Several friends and two readers of this column e-mailed Elfman’s piece with the same question: “Do you think this is true?”

It was a strange moment, because my initial reaction, too, was that Bass must be exaggerating. But then I’ve followed Bass’ public life for many years, and he never struck me as the sort to make plays for sympathy or to make strident remarks of any sort.

Oh, and one other thing. I get that, too. Yes, here in Vegas.

What I go through is not nearly at the level that Bass describes, but I am nowhere near as well-known. And I suspect the extent to which you are the target of anti-gay slurs or threats is proportional to how prominent an openly gay public figure you are.

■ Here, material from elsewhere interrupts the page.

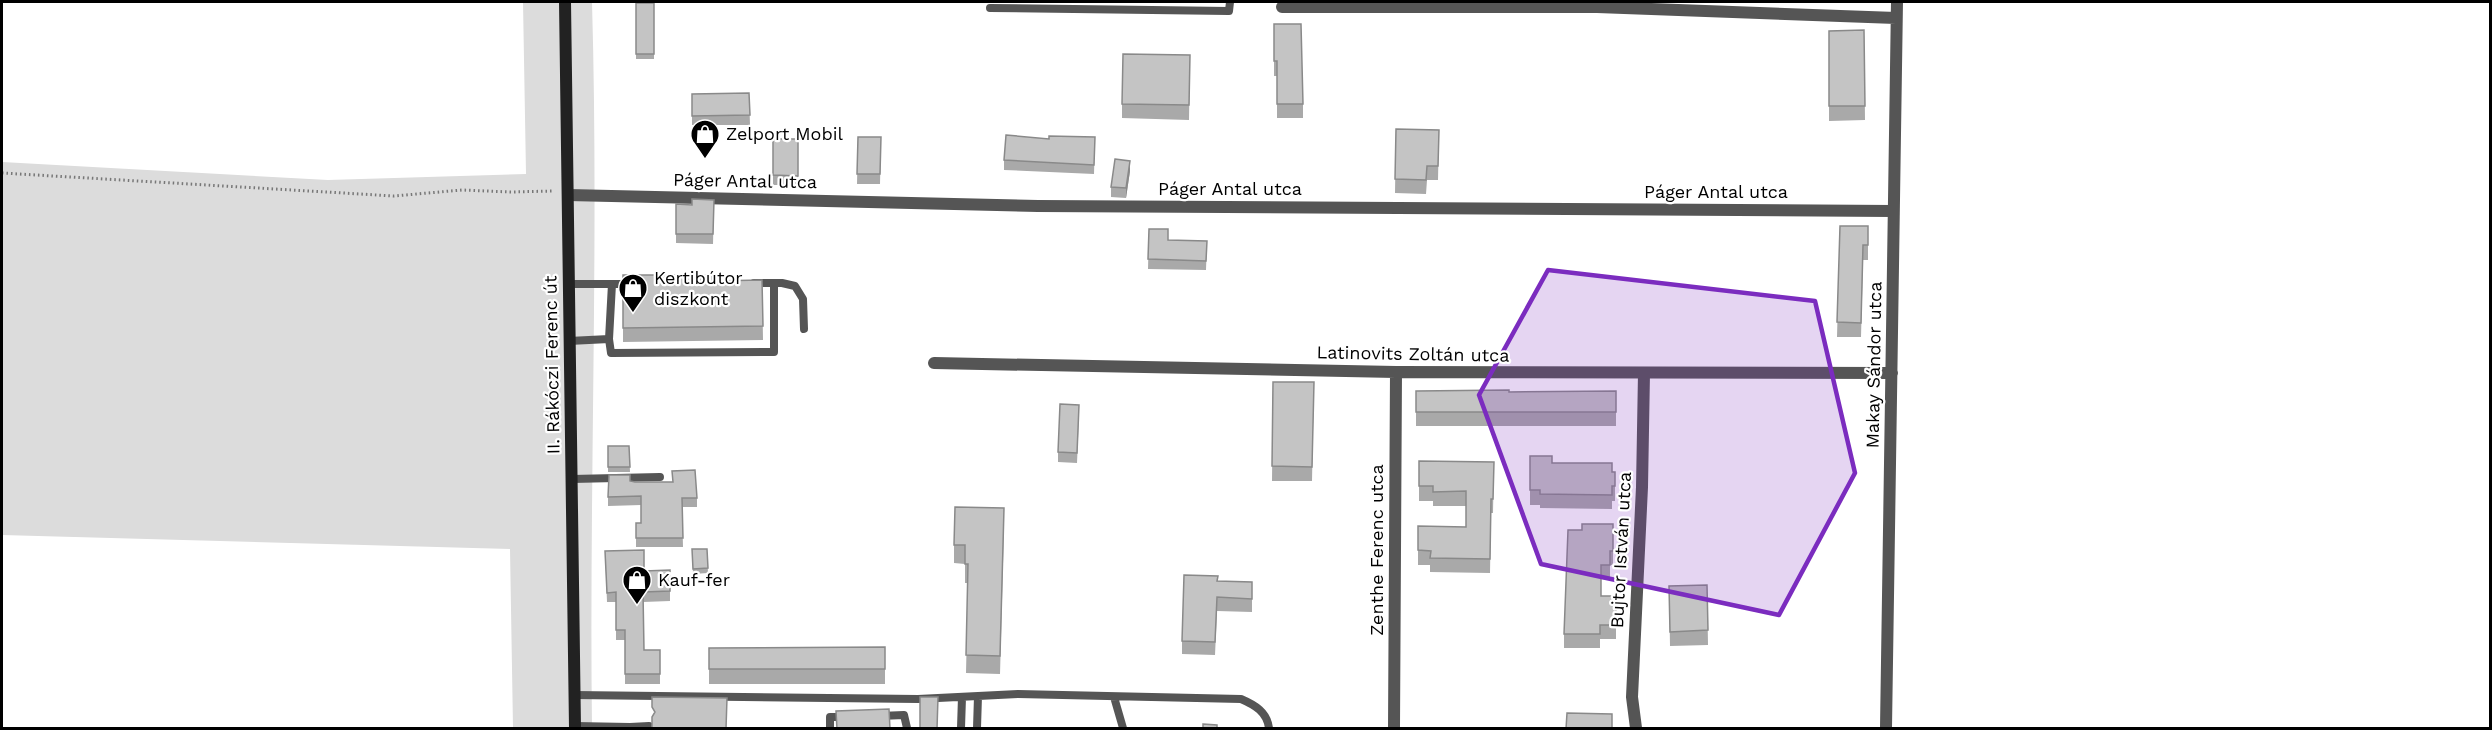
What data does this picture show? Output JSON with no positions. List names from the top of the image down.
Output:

There was a time when such a concept was a novelty to me. I’ve been out for my entire adult life and, for most of that, have lived a charmed gay existence. I was 19 when I told my parents and disclosed my sexual orientation to the readership of the student newspaper at Northwestern, where I went to college. My first resume, the one that got me my first newspaper job in ultra-conservative Rockford, Illinois, included my membership in the National Lesbian and Gay Journalists Association.

It wasn’t until 2005, when my partner, Miles, and I started our celebrity-interview podcast, The Strip, that I realized I had been sheltered. We debated early on how “out” we ought to be, but I insisted it made little sense to hide and, besides, the world had caught up. What could possibly happen?

Read the rest HERE

1 comments:

Anonymous said...

Even here in San Francisco, I'll get "fag" yelled at me, my partners and friends, at least once every couple of weeks. Until violent homophobes are allowed to be captured and put down like rabid animals, we'll have to live with the risk of them randomly lashing out with verbal and physical violence. Such is life. I'm told that most African-Americans are familiar with this sort of problem (even though some deny the parallels... but that's another homophobia story altogether...).